Let’s Grow the Enthusiasm
By Liane Spaulding
President, Vermont State Branch 235
When considering the current status of pay talks for USPS EAS leaders, it’s difficult for me to imagine what goes through the minds of the negotiators. I start to wonder if we are the forgotten population of the Postal Service. But who could forget us?
Surely, our superiors know to whom all their emails and instructions are going. Surely, NAPS leaders remember for whom and what they are negotiating. So why do we feel so abandoned and forgotten? And then it hit me.
Our lives are consumed with the daily duties, worries, responsibilities, hardships, planning and critical staffing shortages with which we are faced, but I have allowed myself to forget me. We all have forgotten ourselves.
I have allowed the USPS to be all-powerful in my life and my employees to replace my family in the daily routine. And even in some of the more important times I missed being there for them—perhaps a carrier or clerk was ill or had an emergency and I didn’t miss a beat going in to work, ignoring my personal life yet again.
You won’t hear me complain much about it. Occasionally lamenting is about the furthest I go. Or maybe commiserating with someone else who also is missing out on their own life. Mostly, though, I am grateful for my postal family. I also am grateful for my postal salary and benefits. I feel proud of who I am in this company, as replaceable as I am. The fact is, though, it takes a lot to be what I am, what we are to the employees with whom we work and our managers who rely on us.

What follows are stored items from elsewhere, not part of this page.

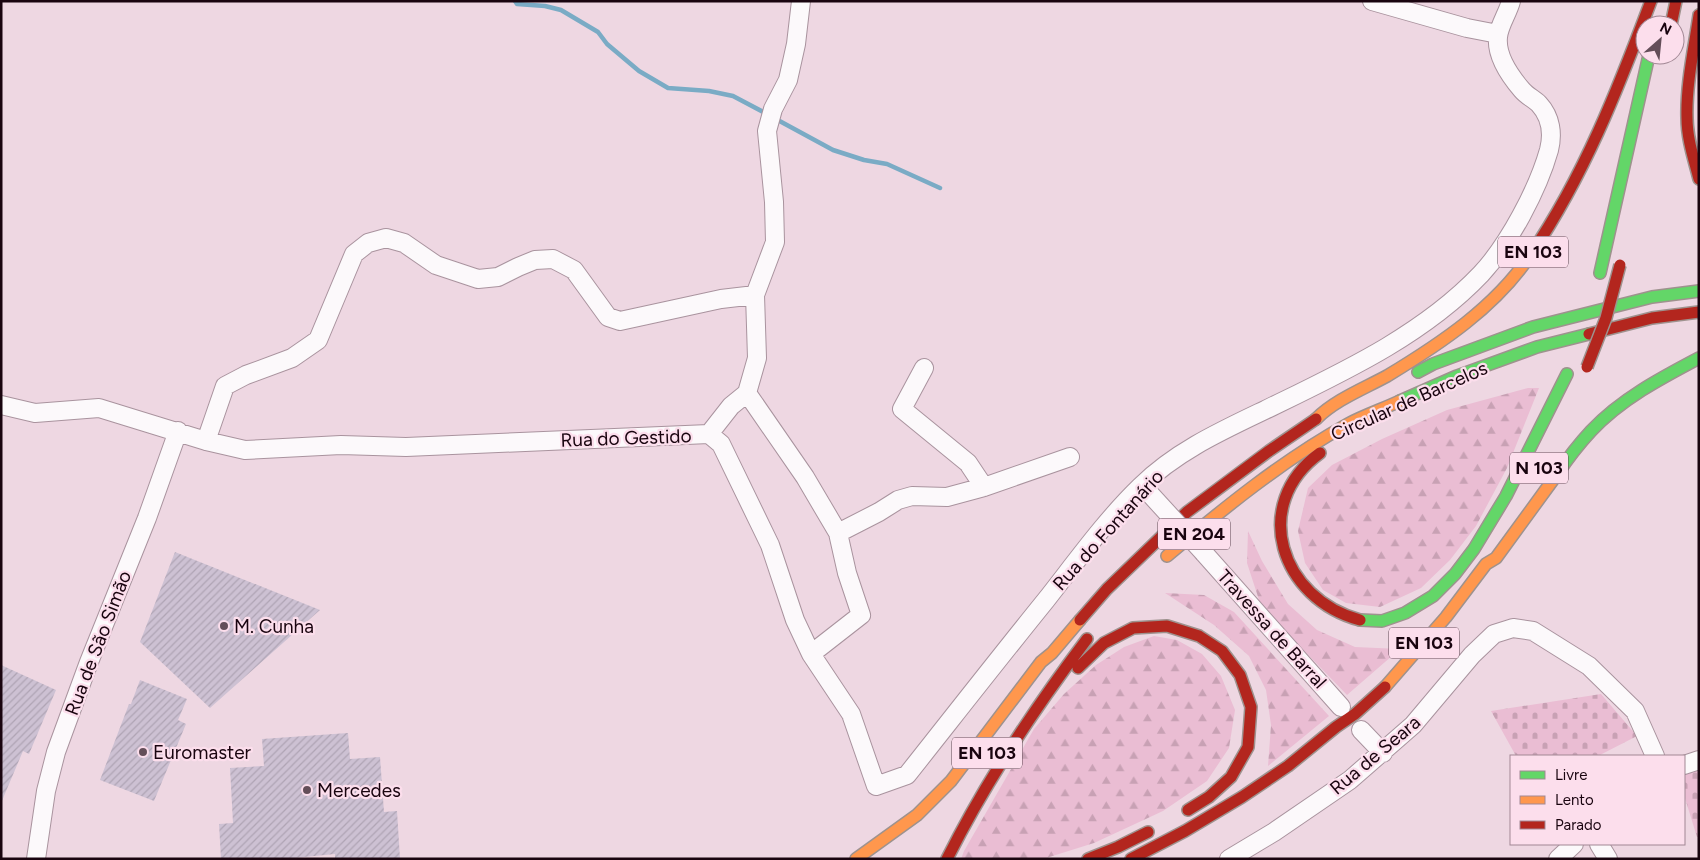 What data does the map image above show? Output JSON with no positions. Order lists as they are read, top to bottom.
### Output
{
  "streets": {
    "main road": ["EN 103", "Circular de Barcelos", "EN 204"],
    "street": [
      "Rua do Gestido",
      "Rua do Fontanário",
      "Travessa de Barral",
      "Rua de São Simão",
      "Rua de Seara"
    ]
  },
  "crossings": [
    ["EN 103", "Circular de Barcelos"],
    ["EN 103", "Travessa de Barral"],
    ["Rua do Gestido", "Rua do Fontanário"],
    ["Rua do Gestido", "Rua de São Simão"],
    ["Rua do Fontanário", "Travessa de Barral"],
    ["Travessa de Barral", "Rua de Seara"]
  ],
  "places": ["M. Cunha", "Euromaster", "Mercedes"],
  "legend": ["Livre", "Lento", "Parado"],
  "north": "top right"
} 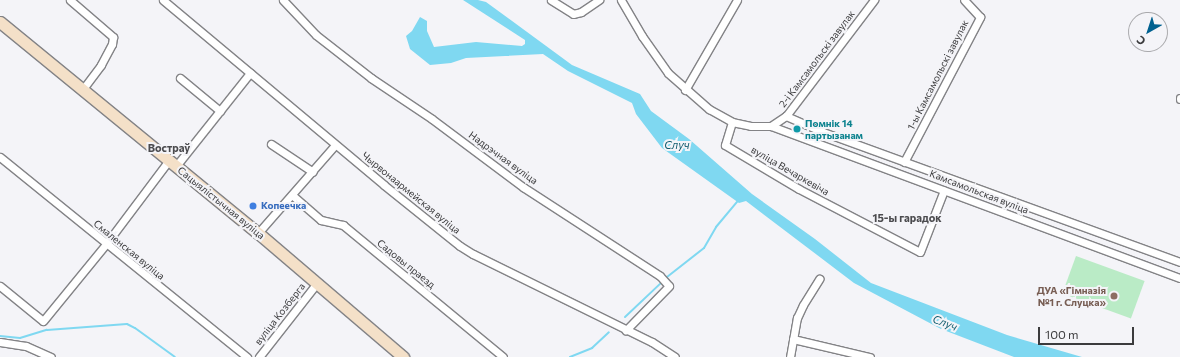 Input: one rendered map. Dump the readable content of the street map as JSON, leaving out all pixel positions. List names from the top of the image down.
{
  "streets": {
    "main road": ["Сацыялістычная вуліца"],
    "street": [
      "2-і Камсамольскі завулак",
      "1-ы Камсамольскі завулак",
      "Надрэчная вуліца",
      "вуліца Вечаркевіча",
      "Камсамольская вуліца",
      "Чырвонаармейская вуліца",
      "Смаленская вуліца",
      "Садовы праезд",
      "вуліца Козберга"
    ]
  },
  "crossings": [
    ["2-і Камсамольскі завулак", "Камсамольская вуліца"],
    ["1-ы Камсамольскі завулак", "Камсамольская вуліца"],
    ["Надрэчная вуліца", "Чырвонаармейская вуліца"],
    ["вуліца Вечаркевіча", "Камсамольская вуліца"],
    ["Сацыялістычная вуліца", "вуліца Козберга"]
  ],
  "districts": ["Востраў", "15-ы гарадок"],
  "water": ["Случ"],
  "places": ["Помнік 14 партызанам", "Копеечка", "ДУА «Гімназія №1 г. Слуцка»"],
  "scale_bar": "100 m",
  "north": "bottom left"
}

We have sat idly by while the crafts had one, two (are we on three?) contracts negotiated. We have passively allowed ourselves to be overlooked. We have many managers who are managing employees earning better salaries than they are. Where is our big payout? Where is our gold at the end of the rainbow? Where is our rainbow?
Did someone forget that, every day, we show up and play surrogate parent, confidant, guidance counselor, resource advocate, nurse, mentor, trainer, planner, coach, cheerleader and umpire all day long? Yes, someone did forget. It was me and maybe you. We forgot how to advocate for ourselves. We got tired and burned out. We lost our enthusiasm and forgot we have a mission and how important we are to NAPS.
My goal as a NAPS branch president is to reach 100 percent membership and encourage postmasters to come on board, as well. I want members to know what NAPS does and for what their dues are paying. I want to be here to help grow the enthusiasm of new and veteran leaders. We are the future of the USPS.
Communication is vital to calling attention to our issues and realities in order to get the support we need to continue building the success of the company to which we have given our life. As leaders, we naturally are inclined to give more than we take back, but we deserve more from our pay packages and we deserve more from each other, as well as ourselves.
Today, I want you to think about how excited you were when you got this job and then how excited you were about becoming a leader. I want to congratulate you for rising up and moving forward in what I consider a new USPS.
A lot of things are changing in this company. With those changes, we need to change. We need to evolve and uplift our peers. We need to demand better pay for the invaluable work we do. NAPS leadership only can go so far without the engagement and support of its members. Get excited, get enthusiastic!